Given records:

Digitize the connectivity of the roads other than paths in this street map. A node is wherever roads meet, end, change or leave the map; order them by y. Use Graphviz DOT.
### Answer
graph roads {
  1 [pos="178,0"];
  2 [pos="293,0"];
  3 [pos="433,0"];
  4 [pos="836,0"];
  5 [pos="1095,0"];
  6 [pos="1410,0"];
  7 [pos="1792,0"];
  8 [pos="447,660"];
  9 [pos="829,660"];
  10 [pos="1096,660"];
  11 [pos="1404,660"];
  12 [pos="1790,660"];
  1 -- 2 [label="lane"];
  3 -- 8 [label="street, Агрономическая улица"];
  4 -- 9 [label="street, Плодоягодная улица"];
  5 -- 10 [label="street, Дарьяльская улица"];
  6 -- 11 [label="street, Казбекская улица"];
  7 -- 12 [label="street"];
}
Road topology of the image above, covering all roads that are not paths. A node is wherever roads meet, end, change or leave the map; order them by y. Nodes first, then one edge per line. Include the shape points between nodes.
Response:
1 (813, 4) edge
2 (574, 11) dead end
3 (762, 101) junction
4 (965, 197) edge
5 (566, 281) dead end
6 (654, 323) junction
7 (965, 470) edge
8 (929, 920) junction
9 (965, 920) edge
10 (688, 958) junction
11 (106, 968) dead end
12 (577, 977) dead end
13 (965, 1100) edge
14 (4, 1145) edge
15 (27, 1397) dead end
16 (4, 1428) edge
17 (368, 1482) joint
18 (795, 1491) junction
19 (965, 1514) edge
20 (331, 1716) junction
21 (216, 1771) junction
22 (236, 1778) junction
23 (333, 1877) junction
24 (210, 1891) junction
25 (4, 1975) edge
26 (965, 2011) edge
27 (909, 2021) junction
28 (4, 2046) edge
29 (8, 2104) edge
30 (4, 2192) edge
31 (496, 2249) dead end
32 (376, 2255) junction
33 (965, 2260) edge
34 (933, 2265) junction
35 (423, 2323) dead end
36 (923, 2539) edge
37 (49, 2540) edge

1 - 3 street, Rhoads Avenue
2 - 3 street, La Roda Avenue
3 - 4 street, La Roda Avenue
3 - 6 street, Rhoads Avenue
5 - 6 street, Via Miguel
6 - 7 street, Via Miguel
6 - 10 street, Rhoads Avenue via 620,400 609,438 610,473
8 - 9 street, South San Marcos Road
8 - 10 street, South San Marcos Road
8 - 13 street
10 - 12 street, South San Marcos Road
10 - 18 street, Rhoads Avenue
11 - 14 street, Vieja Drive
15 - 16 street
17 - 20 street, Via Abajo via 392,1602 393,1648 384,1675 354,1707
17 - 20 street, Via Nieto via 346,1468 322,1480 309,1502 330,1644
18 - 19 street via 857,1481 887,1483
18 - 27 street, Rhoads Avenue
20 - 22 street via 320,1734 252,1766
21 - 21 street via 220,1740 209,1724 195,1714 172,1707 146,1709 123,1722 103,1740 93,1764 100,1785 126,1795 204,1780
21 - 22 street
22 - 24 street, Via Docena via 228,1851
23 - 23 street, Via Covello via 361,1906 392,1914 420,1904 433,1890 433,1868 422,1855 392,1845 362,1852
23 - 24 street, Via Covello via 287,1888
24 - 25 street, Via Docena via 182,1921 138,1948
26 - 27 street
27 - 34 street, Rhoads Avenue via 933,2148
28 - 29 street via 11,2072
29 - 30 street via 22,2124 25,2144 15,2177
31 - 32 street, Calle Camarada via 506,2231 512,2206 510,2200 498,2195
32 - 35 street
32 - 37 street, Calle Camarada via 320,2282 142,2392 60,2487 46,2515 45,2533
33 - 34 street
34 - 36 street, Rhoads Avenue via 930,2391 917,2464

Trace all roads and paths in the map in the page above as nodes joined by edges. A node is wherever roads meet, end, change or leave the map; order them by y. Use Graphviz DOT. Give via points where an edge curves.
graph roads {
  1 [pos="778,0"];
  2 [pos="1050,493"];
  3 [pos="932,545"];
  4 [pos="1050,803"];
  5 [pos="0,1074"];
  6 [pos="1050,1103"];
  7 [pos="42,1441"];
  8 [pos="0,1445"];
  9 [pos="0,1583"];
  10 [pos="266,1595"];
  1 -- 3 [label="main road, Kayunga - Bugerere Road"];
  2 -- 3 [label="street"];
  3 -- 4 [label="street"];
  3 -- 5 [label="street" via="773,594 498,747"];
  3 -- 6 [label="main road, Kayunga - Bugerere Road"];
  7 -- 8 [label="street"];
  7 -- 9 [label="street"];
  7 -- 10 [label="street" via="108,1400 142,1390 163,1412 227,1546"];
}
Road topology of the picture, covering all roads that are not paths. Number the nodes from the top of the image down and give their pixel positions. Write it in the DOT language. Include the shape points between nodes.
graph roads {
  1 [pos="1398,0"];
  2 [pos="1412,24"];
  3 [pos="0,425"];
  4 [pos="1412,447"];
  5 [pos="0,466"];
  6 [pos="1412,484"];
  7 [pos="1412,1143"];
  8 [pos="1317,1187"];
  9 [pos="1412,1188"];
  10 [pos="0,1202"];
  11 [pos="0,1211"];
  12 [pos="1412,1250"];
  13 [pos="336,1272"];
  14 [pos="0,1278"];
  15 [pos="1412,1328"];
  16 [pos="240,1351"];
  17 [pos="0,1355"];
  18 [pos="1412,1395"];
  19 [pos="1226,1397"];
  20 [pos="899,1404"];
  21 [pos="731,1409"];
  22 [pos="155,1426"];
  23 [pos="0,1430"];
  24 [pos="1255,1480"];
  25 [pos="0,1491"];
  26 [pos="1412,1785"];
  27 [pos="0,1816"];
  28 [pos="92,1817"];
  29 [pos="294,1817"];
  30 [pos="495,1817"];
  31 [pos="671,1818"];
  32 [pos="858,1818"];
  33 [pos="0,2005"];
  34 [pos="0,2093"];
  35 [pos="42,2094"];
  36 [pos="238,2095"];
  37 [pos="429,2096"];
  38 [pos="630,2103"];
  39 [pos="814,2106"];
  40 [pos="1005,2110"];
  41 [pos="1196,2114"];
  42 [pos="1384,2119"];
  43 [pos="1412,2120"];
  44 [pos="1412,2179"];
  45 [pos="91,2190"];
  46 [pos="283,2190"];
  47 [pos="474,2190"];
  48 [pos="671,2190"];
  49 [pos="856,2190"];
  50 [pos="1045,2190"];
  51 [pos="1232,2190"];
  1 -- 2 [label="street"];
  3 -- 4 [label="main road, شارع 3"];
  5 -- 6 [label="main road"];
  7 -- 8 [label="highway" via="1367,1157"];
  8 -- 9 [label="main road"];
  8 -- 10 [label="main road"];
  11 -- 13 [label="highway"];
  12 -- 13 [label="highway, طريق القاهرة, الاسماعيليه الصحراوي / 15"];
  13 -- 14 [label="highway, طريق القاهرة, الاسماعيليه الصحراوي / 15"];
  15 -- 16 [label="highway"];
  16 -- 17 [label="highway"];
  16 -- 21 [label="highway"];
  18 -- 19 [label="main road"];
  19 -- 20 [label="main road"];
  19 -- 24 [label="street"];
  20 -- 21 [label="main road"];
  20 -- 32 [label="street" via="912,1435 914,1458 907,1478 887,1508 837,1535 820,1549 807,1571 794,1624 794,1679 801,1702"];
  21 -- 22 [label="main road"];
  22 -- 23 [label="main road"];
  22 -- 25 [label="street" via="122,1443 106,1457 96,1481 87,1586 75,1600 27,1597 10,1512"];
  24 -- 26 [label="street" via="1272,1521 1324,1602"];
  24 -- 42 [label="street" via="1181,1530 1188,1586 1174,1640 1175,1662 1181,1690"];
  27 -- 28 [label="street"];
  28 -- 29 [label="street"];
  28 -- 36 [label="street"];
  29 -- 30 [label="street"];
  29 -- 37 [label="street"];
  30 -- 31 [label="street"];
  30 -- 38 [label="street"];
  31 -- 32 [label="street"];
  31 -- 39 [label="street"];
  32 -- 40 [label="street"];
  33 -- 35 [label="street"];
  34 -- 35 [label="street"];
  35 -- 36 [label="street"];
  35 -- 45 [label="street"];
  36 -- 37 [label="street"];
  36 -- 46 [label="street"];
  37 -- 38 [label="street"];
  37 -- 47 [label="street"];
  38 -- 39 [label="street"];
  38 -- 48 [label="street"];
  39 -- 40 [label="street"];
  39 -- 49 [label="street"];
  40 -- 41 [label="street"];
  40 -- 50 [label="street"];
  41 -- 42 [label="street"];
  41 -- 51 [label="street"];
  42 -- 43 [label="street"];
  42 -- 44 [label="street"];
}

Problem requirements:
Report all lines of the data that include the word "Miguel".

Response to this exercise:
5 - 6 street, Via Miguel
6 - 7 street, Via Miguel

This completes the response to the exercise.